И простоял бы, верно, долго, если б в землянке вдруг не появилось новое действующее лицо. Это была официантка из летной столовой Жанна, или, как в шутку называли ее на аэродроме за необычайно смуглый цвет лица, огромные круглые медные серьги и разбитной характер, Дама Пик. Жанна вошла не сразу — через дверь в землянку сперва донесся ее возмущенный грудной голос: «Я тебя, паразита, научу, как с культурной женщиной обращаться!» — не иначе, Жанна отшивала кого-то из приставших к ней мужчин, — а войдя — в глазах у Жанны — ноченька темная, под кофтой — два мощных кучевых облака — начала с ходу, без предисловия, будто заведенная, только чуть сменив интонации:
— Ужин стынет, а им хоть бы хны. Вы что же, мальчики мои миленькие, сегодня натощак решили ложиться? Так имейте в виду: не каждой женщине это может понравиться, — и вдруг, заметив незнакомого белокурого красавца со шрамом на щеке, протянула с наивным простодушием: — Ой, да у вас никак новенький? А я, дуреха, и не разглядела, — и тут же по инерции сделала ему глазки.
— Плохо, выходит, глядишь, — подал от стола голос Доронин и одарил ее свирепым взглядом — за глазки, верно.
— Плохо? Ничего, Платоша, еще рассмотрю, успею. Я ведь зоркая, насквозь вижу, — мгновенно нашлась Жанна и, как бы следуя его совету, намеренно чинно прошлась перед Бурноволоковым и смело оглядела его с ног до головы.
— Ну и как? — заинтригованно спросил кто-то из летчиков, почуяв возможность позабавиться и хоть на время позабыть о распре в эскадрилье.
— Натурально витязь в тигровой шкуре, — серьезно а с вызовом, не дав расцвести глумливым улыбкам, ответила Жанна и уже, будто, кроме них, в землянке больше никого не было, — Бурноволокову, робко, с девичьей стыдливостью, как бы намереваясь этим сокрушить неприступность штурмана: — Стихи, случаем, не пишете?

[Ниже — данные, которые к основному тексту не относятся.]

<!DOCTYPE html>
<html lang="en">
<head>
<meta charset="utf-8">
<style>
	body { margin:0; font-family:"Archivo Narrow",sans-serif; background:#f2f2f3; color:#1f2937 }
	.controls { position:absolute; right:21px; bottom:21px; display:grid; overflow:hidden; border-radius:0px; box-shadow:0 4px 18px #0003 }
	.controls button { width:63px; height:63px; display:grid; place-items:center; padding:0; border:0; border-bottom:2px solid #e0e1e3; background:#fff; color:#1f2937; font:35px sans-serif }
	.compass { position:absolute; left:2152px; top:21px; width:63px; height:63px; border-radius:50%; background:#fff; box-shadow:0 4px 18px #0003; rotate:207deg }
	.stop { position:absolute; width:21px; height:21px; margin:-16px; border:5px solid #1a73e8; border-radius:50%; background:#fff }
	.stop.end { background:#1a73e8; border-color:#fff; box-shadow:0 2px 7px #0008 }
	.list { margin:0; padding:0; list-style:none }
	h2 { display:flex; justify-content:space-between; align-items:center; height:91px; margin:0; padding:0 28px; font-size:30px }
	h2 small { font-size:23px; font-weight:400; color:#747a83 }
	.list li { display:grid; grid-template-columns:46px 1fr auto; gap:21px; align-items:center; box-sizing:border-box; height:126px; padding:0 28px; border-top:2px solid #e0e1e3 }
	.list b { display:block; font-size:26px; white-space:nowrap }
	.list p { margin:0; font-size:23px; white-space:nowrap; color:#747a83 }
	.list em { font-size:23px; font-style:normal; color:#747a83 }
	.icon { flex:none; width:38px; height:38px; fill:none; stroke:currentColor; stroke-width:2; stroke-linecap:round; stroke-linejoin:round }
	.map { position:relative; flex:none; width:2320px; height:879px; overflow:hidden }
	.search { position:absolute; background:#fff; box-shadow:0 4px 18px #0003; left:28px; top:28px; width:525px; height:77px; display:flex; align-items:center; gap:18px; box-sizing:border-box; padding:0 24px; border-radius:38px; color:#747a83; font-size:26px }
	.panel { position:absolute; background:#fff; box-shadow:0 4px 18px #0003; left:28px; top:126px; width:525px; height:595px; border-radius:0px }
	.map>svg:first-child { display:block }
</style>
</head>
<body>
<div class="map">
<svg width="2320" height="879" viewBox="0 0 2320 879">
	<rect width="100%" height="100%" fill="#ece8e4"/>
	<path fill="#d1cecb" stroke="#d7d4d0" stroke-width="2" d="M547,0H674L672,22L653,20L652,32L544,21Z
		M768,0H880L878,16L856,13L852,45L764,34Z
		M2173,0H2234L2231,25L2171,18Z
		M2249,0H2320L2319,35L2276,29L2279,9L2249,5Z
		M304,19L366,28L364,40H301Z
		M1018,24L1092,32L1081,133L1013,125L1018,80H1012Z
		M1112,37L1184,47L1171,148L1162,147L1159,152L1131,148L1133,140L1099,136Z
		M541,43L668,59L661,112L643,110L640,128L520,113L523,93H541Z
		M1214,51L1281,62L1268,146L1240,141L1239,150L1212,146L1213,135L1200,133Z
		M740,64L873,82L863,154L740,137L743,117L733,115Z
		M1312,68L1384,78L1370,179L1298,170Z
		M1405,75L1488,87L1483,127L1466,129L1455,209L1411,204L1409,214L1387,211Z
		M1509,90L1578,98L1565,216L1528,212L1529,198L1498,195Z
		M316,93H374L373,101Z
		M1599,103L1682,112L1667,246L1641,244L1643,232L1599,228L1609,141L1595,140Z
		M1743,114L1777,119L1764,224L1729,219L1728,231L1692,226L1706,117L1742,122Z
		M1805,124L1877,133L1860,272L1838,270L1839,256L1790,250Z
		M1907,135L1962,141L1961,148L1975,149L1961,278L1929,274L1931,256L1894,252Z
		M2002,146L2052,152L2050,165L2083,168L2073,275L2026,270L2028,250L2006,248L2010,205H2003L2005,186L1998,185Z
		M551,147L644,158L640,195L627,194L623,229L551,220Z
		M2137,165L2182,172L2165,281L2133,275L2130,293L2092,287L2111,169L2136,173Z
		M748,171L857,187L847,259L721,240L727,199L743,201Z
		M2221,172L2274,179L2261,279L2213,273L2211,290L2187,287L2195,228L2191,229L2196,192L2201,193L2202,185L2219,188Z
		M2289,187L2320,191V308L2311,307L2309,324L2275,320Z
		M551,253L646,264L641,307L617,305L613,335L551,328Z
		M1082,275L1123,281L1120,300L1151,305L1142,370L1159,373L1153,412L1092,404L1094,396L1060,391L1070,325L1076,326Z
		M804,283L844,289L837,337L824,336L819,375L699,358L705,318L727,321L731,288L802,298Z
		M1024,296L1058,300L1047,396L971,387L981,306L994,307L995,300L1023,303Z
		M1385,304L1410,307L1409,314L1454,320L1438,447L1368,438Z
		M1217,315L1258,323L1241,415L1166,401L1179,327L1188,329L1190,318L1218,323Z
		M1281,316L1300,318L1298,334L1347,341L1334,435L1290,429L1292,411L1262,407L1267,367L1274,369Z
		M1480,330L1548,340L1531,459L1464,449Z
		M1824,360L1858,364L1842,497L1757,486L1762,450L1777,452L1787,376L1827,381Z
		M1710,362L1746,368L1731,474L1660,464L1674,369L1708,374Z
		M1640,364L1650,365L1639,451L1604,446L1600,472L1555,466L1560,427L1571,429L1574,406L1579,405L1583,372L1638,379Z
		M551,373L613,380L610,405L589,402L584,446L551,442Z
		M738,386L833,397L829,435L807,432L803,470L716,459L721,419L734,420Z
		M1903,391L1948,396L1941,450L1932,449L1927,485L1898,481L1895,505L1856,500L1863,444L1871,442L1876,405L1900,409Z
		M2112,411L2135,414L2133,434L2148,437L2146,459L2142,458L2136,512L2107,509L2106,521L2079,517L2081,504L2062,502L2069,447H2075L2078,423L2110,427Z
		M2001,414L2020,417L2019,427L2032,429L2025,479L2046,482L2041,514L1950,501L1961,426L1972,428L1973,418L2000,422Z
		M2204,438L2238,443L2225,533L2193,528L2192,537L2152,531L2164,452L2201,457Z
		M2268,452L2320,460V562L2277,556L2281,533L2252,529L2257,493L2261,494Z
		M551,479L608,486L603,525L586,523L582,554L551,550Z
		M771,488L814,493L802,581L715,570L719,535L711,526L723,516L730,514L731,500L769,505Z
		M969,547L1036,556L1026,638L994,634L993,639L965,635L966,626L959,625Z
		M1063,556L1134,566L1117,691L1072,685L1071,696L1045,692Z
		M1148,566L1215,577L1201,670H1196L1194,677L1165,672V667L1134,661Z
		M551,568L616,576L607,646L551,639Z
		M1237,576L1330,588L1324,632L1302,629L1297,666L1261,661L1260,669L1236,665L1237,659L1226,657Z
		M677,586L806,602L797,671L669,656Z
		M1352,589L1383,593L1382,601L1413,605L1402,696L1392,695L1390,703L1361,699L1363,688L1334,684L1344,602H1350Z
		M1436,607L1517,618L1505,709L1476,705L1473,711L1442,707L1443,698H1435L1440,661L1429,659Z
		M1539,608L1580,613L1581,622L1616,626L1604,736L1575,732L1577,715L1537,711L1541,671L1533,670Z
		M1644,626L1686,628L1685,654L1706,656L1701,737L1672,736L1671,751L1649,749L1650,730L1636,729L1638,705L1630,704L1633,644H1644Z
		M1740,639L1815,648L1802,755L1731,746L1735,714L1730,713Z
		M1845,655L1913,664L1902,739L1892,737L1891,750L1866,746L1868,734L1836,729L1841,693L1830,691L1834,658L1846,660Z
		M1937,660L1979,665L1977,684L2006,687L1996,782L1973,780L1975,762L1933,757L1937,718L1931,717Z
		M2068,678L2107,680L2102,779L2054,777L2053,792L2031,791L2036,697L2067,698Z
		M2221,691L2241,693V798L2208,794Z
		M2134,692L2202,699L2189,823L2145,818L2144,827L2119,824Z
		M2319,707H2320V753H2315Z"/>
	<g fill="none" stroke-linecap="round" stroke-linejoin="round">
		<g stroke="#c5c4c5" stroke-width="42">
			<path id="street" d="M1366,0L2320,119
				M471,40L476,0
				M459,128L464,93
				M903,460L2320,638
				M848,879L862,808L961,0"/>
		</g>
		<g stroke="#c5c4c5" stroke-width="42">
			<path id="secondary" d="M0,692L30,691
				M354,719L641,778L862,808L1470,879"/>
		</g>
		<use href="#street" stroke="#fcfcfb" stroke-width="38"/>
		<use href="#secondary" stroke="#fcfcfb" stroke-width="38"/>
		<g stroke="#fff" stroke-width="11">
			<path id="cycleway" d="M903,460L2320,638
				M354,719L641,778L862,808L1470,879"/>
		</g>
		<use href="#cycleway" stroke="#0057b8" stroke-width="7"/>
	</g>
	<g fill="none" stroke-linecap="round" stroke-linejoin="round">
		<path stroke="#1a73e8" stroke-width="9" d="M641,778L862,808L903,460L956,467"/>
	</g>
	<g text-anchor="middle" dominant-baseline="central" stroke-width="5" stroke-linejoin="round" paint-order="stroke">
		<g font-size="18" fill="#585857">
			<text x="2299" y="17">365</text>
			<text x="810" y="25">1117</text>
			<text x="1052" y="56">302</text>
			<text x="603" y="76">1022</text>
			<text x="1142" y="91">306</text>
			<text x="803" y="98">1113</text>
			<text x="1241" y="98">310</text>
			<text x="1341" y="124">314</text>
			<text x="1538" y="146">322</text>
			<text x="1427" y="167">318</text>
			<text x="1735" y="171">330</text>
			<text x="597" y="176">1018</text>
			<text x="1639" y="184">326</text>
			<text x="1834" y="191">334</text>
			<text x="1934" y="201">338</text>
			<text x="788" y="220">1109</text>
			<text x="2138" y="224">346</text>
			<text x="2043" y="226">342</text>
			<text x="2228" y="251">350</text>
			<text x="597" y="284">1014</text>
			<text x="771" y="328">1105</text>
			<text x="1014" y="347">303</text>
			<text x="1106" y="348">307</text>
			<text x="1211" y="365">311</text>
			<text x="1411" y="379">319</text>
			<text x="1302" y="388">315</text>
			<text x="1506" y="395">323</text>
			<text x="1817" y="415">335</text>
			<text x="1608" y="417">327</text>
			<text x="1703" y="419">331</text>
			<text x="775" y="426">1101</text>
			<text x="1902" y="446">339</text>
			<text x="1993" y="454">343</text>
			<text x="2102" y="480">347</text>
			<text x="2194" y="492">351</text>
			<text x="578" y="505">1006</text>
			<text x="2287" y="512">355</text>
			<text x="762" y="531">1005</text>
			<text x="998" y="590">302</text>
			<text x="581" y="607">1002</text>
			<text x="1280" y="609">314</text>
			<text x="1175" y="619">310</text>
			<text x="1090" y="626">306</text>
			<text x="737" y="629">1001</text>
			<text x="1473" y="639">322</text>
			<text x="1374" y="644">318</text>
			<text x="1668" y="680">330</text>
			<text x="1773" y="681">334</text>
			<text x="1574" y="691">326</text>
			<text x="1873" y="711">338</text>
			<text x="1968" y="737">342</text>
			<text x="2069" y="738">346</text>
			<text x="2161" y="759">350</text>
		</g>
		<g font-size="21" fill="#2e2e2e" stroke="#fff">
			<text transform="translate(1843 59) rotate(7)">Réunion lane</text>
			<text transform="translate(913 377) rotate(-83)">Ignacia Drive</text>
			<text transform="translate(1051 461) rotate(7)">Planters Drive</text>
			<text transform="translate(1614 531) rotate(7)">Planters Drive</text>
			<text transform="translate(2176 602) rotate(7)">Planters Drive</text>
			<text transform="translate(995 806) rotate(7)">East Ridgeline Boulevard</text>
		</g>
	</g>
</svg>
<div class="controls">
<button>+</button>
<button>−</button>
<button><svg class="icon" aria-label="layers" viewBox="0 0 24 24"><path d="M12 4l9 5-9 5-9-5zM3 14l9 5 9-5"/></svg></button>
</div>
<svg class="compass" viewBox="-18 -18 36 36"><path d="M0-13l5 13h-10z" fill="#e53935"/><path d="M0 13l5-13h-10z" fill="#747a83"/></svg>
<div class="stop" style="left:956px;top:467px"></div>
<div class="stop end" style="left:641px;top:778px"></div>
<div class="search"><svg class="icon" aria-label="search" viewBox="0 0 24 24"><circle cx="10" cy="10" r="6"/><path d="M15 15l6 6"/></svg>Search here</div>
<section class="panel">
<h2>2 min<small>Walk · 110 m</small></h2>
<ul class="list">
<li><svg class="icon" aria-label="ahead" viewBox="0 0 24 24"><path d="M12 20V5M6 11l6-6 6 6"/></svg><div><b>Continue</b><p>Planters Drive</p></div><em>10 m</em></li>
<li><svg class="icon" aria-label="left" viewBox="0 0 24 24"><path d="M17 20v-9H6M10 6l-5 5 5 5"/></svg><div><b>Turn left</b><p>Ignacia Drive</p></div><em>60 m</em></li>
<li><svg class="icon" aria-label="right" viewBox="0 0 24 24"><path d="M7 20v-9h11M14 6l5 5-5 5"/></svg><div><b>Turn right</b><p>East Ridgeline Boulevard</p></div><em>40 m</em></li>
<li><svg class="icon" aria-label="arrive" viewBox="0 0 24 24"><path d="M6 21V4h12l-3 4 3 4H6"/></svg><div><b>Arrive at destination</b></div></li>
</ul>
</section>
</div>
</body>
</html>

Бурноволоков недоуменно повел плечом.
— Нет, не пишу.
— Жаль. Может, попробуете? Между прочим, до войны у меня был один знакомый, тоже из военных, так стихи все писал. Про любовь. Возвышенно так. До слез. Может, все-таки попробуете?
— Чего пристала к человеку? Отвяжись! — опять, но уже не так злобно, осадил ее Доронин и, как бы извиняясь за нее перед штурманом, добавил с наигранной беззаботностью: — Вот репей-баба! Никому проходу не даст, за каждую штанину цепляется.